Records from a collection
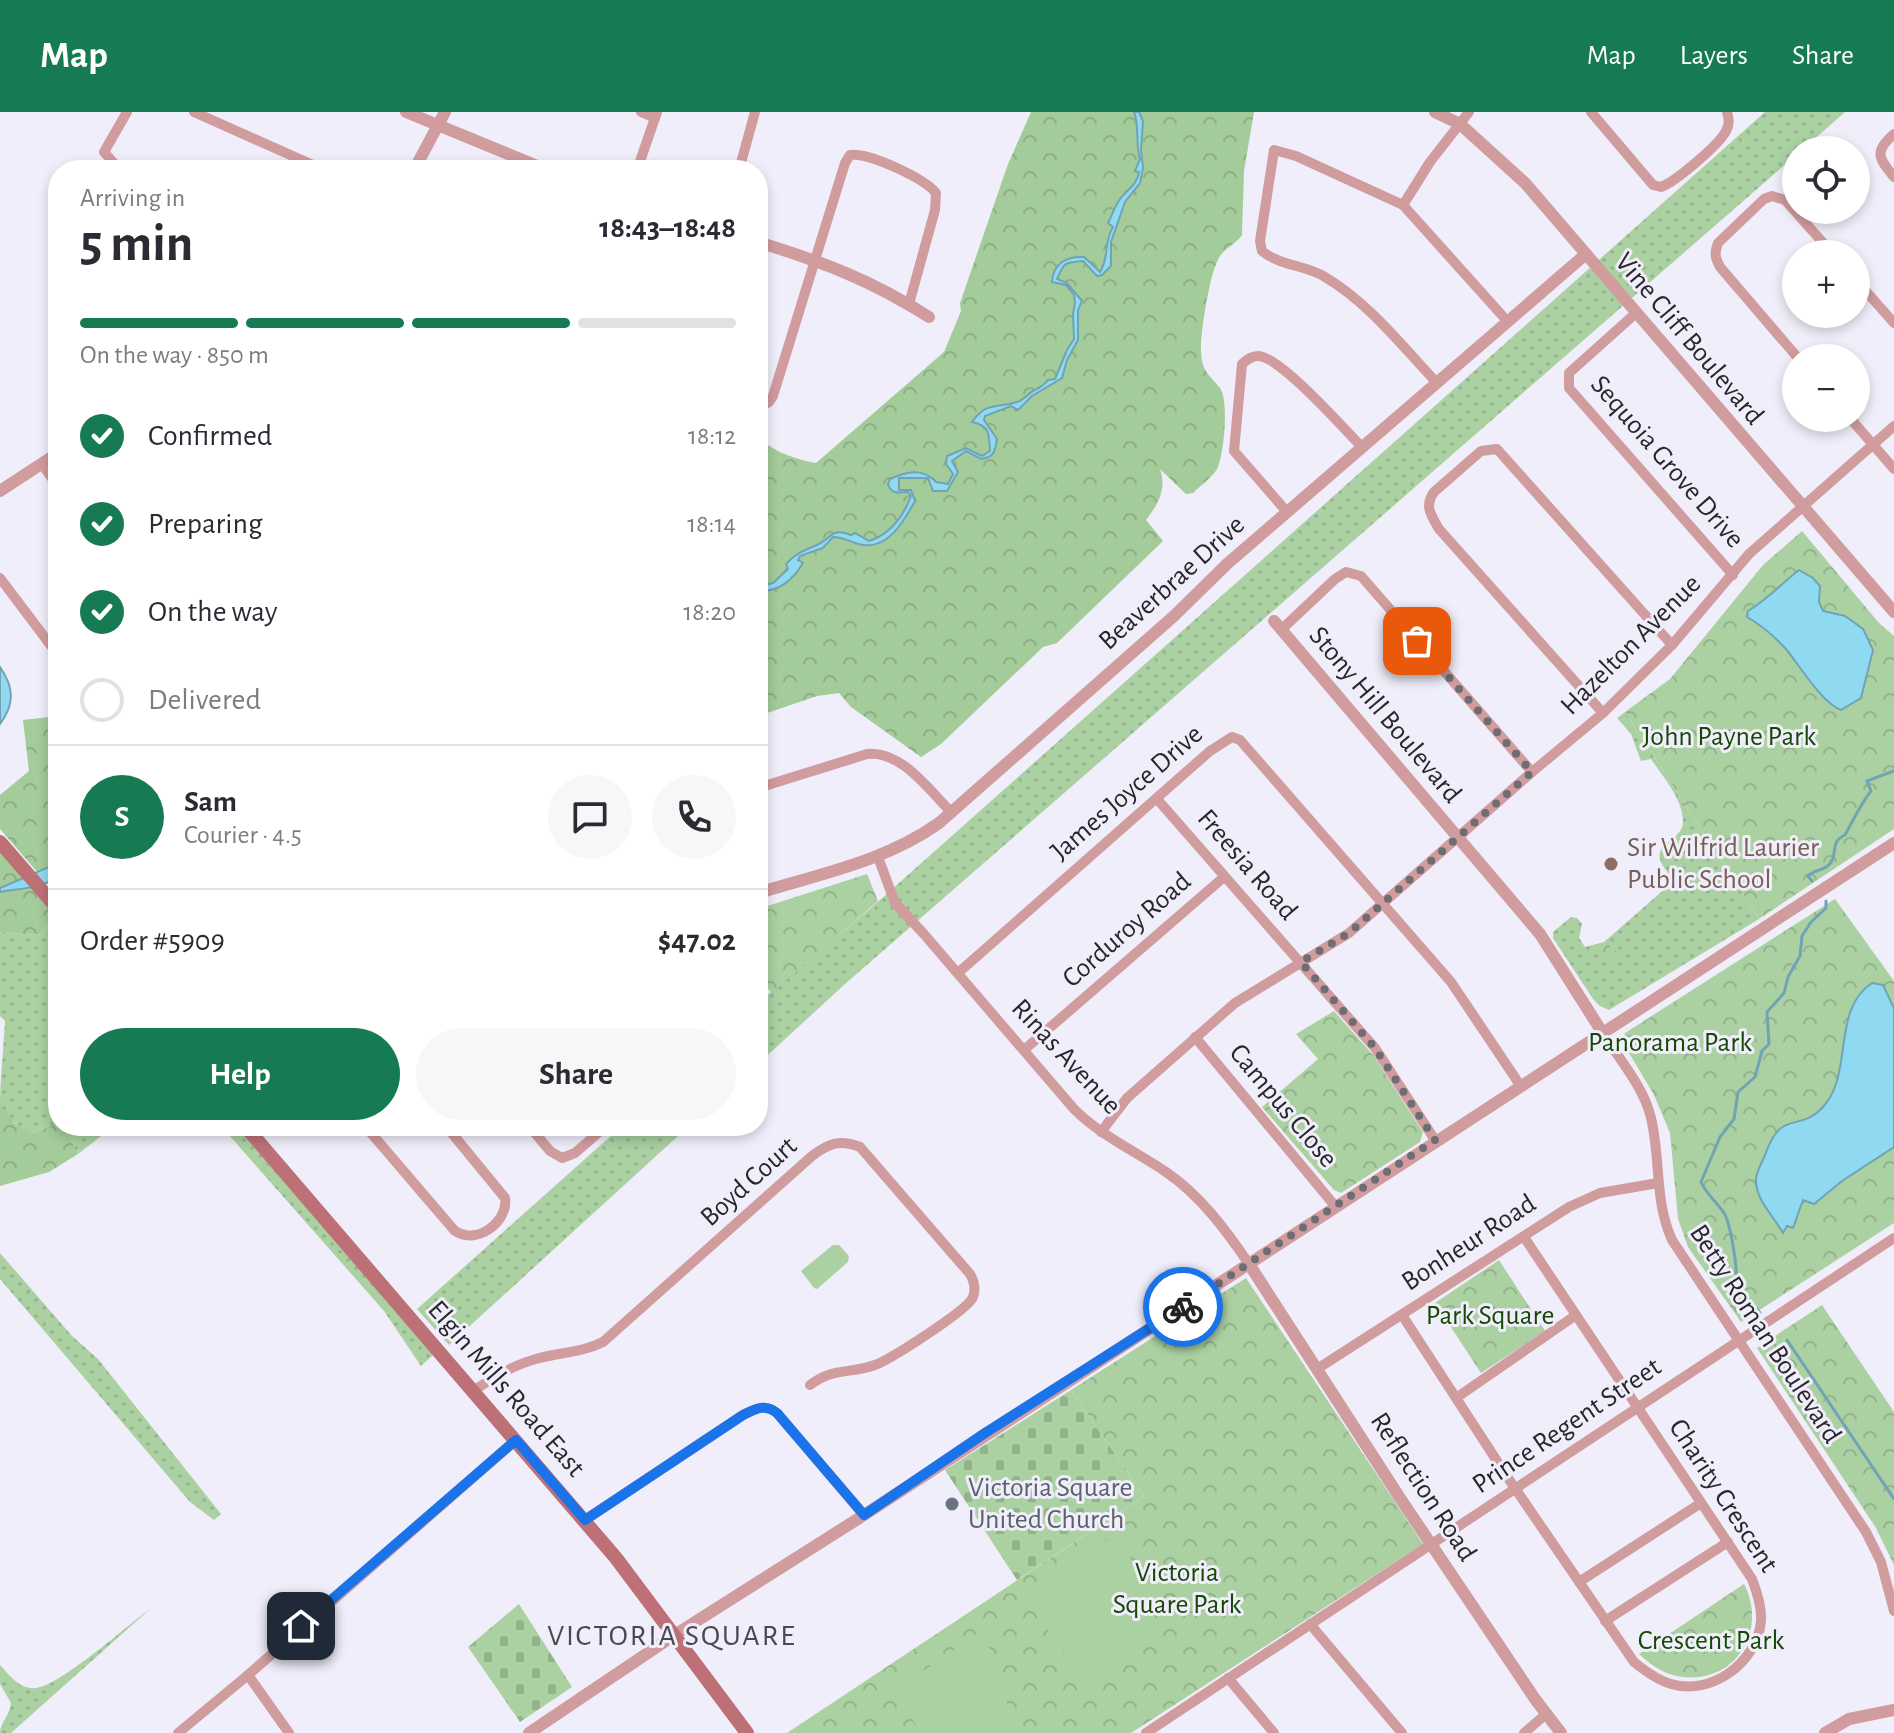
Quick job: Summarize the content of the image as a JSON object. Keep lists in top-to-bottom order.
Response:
{
  "streets": {
    "main road": ["Elgin Mills Road East"],
    "street": [
      "Vine Cliff Boulevard",
      "Sequoia Grove Drive",
      "Beaverbrae Drive",
      "Hazelton Avenue",
      "Stony Hill Boulevard",
      "James Joyce Drive",
      "Freesia Road",
      "Corduroy Road",
      "Rinas Avenue",
      "Campus Close",
      "Boyd Court",
      "Bonheur Road",
      "Betty Roman Boulevard",
      "Prince Regent Street",
      "Reflection Road",
      "Charity Crescent"
    ]
  },
  "crossings": [
    ["Vine Cliff Boulevard", "Sequoia Grove Drive"],
    ["Vine Cliff Boulevard", "Beaverbrae Drive"],
    ["Vine Cliff Boulevard", "Hazelton Avenue"],
    ["Sequoia Grove Drive", "Hazelton Avenue"],
    ["Beaverbrae Drive", "Rinas Avenue"],
    ["Hazelton Avenue", "Stony Hill Boulevard"],
    ["Hazelton Avenue", "James Joyce Drive"],
    ["Hazelton Avenue", "Freesia Road"],
    ["Hazelton Avenue", "Rinas Avenue"],
    ["Hazelton Avenue", "Campus Close"],
    ["Stony Hill Boulevard", "Betty Roman Boulevard"],
    ["James Joyce Drive", "Freesia Road"],
    ["James Joyce Drive", "Rinas Avenue"],
    ["Freesia Road", "Corduroy Road"],
    ["Corduroy Road", "Rinas Avenue"],
    ["Rinas Avenue", "Reflection Road"],
    ["Boyd Court", "Elgin Mills Road East"],
    ["Bonheur Road", "Betty Roman Boulevard"],
    ["Bonheur Road", "Reflection Road"],
    ["Bonheur Road", "Charity Crescent"],
    ["Betty Roman Boulevard", "Prince Regent Street"],
    ["Prince Regent Street", "Reflection Road"],
    ["Prince Regent Street", "Charity Crescent"]
  ],
  "districts": ["VICTORIA SQUARE"],
  "parks": [
    "John Payne Park",
    "Panorama Park",
    "Park Square",
    "Victoria Square Park",
    "Crescent Park"
  ],
  "places": ["Sir Wilfrid Laurier Public School", "Victoria Square United Church"],
  "page": {
    "header": "Map",
    "nav": ["Map", "Layers", "Share"],
    "map_buttons": ["+", "−"],
    "heading": ["5 min", "Arriving in", "18:43–18:48"],
    "panel": [
      "Sam",
      "Courier · 4.5",
      "Order #5909",
      "$47.02"
    ],
    "bar": "On the way · 850 m",
    "list": [
      ["Confirmed", "18:12"],
      ["Preparing", "18:14"],
      ["On the way", "18:20"],
      "Delivered"
    ],
    "round": "S",
    "buttons": ["Help", "Share"]
  }
}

**Requirement:**
Exclude the pictures. Write out the remaining data exactly.

**Task result:**
Quick job: Summarize the content of the image as a JSON object. Keep lists in top-to-bottom order.
Response:
{
  "streets": {
    "main road": ["Elgin Mills Road East"],
    "street": [
      "Vine Cliff Boulevard",
      "Sequoia Grove Drive",
      "Beaverbrae Drive",
      "Hazelton Avenue",
      "Stony Hill Boulevard",
      "James Joyce Drive",
      "Freesia Road",
      "Corduroy Road",
      "Rinas Avenue",
      "Campus Close",
      "Boyd Court",
      "Bonheur Road",
      "Betty Roman Boulevard",
      "Prince Regent Street",
      "Reflection Road",
      "Charity Crescent"
    ]
  },
  "crossings": [
    ["Vine Cliff Boulevard", "Sequoia Grove Drive"],
    ["Vine Cliff Boulevard", "Beaverbrae Drive"],
    ["Vine Cliff Boulevard", "Hazelton Avenue"],
    ["Sequoia Grove Drive", "Hazelton Avenue"],
    ["Beaverbrae Drive", "Rinas Avenue"],
    ["Hazelton Avenue", "Stony Hill Boulevard"],
    ["Hazelton Avenue", "James Joyce Drive"],
    ["Hazelton Avenue", "Freesia Road"],
    ["Hazelton Avenue", "Rinas Avenue"],
    ["Hazelton Avenue", "Campus Close"],
    ["Stony Hill Boulevard", "Betty Roman Boulevard"],
    ["James Joyce Drive", "Freesia Road"],
    ["James Joyce Drive", "Rinas Avenue"],
    ["Freesia Road", "Corduroy Road"],
    ["Corduroy Road", "Rinas Avenue"],
    ["Rinas Avenue", "Reflection Road"],
    ["Boyd Court", "Elgin Mills Road East"],
    ["Bonheur Road", "Betty Roman Boulevard"],
    ["Bonheur Road", "Reflection Road"],
    ["Bonheur Road", "Charity Crescent"],
    ["Betty Roman Boulevard", "Prince Regent Street"],
    ["Prince Regent Street", "Reflection Road"],
    ["Prince Regent Street", "Charity Crescent"]
  ],
  "districts": ["VICTORIA SQUARE"],
  "parks": [
    "John Payne Park",
    "Panorama Park",
    "Park Square",
    "Victoria Square Park",
    "Crescent Park"
  ],
  "places": ["Sir Wilfrid Laurier Public School", "Victoria Square United Church"],
  "page": {
    "header": "Map",
    "nav": ["Map", "Layers", "Share"],
    "map_buttons": ["+", "−"],
    "heading": ["5 min", "Arriving in", "18:43–18:48"],
    "panel": [
      "Sam",
      "Courier · 4.5",
      "Order #5909",
      "$47.02"
    ],
    "bar": "On the way · 850 m",
    "list": [
      ["Confirmed", "18:12"],
      ["Preparing", "18:14"],
      ["On the way", "18:20"],
      "Delivered"
    ],
    "round": "S",
    "buttons": ["Help", "Share"]
  }
}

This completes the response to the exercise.